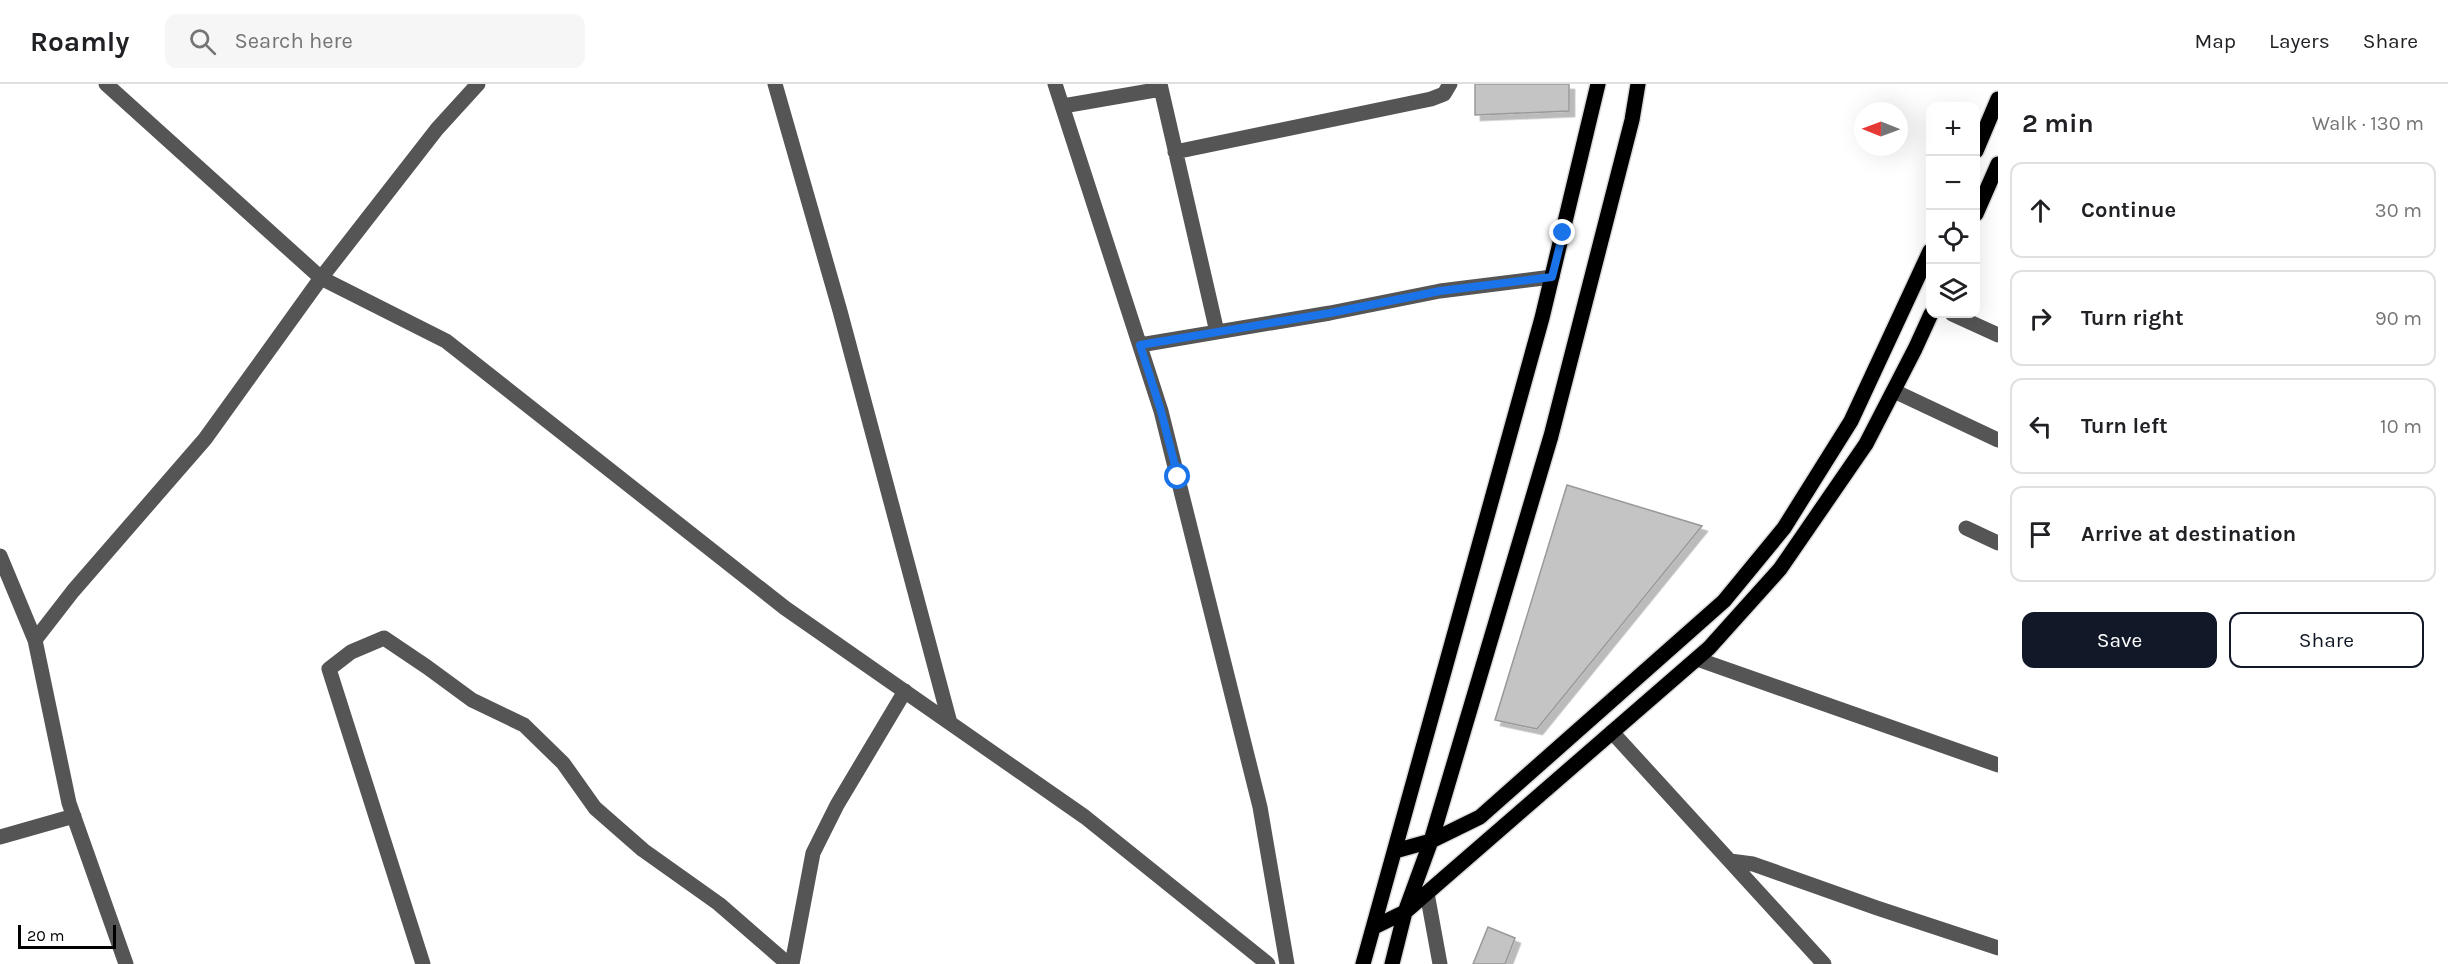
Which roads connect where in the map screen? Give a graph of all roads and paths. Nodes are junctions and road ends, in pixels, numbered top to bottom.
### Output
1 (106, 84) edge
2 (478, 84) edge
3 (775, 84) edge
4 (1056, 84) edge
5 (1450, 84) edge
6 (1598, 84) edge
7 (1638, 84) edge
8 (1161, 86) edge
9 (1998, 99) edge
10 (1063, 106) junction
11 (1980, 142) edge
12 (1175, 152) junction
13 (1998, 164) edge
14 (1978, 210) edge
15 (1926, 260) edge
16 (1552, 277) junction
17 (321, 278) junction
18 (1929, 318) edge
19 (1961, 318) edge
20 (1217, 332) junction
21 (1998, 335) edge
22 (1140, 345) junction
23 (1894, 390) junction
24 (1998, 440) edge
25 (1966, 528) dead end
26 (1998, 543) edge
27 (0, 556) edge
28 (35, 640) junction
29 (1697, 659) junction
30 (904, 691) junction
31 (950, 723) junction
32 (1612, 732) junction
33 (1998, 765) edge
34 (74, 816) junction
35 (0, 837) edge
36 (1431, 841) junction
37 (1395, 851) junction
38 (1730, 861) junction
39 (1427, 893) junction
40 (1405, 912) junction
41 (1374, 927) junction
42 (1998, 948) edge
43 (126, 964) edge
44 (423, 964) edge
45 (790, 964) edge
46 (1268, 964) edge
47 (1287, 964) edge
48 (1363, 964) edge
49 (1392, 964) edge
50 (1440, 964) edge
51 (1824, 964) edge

=====

Would you restate the listing word for word and leave every picture out?

Which roads connect where in the map screen? Give a graph of all roads and paths. Nodes are junctions and road ends, in pixels, numbered top to bottom.
### Output
1 (106, 84) edge
2 (478, 84) edge
3 (775, 84) edge
4 (1056, 84) edge
5 (1450, 84) edge
6 (1598, 84) edge
7 (1638, 84) edge
8 (1161, 86) edge
9 (1998, 99) edge
10 (1063, 106) junction
11 (1980, 142) edge
12 (1175, 152) junction
13 (1998, 164) edge
14 (1978, 210) edge
15 (1926, 260) edge
16 (1552, 277) junction
17 (321, 278) junction
18 (1929, 318) edge
19 (1961, 318) edge
20 (1217, 332) junction
21 (1998, 335) edge
22 (1140, 345) junction
23 (1894, 390) junction
24 (1998, 440) edge
25 (1966, 528) dead end
26 (1998, 543) edge
27 (0, 556) edge
28 (35, 640) junction
29 (1697, 659) junction
30 (904, 691) junction
31 (950, 723) junction
32 (1612, 732) junction
33 (1998, 765) edge
34 (74, 816) junction
35 (0, 837) edge
36 (1431, 841) junction
37 (1395, 851) junction
38 (1730, 861) junction
39 (1427, 893) junction
40 (1405, 912) junction
41 (1374, 927) junction
42 (1998, 948) edge
43 (126, 964) edge
44 (423, 964) edge
45 (790, 964) edge
46 (1268, 964) edge
47 (1287, 964) edge
48 (1363, 964) edge
49 (1392, 964) edge
50 (1440, 964) edge
51 (1824, 964) edge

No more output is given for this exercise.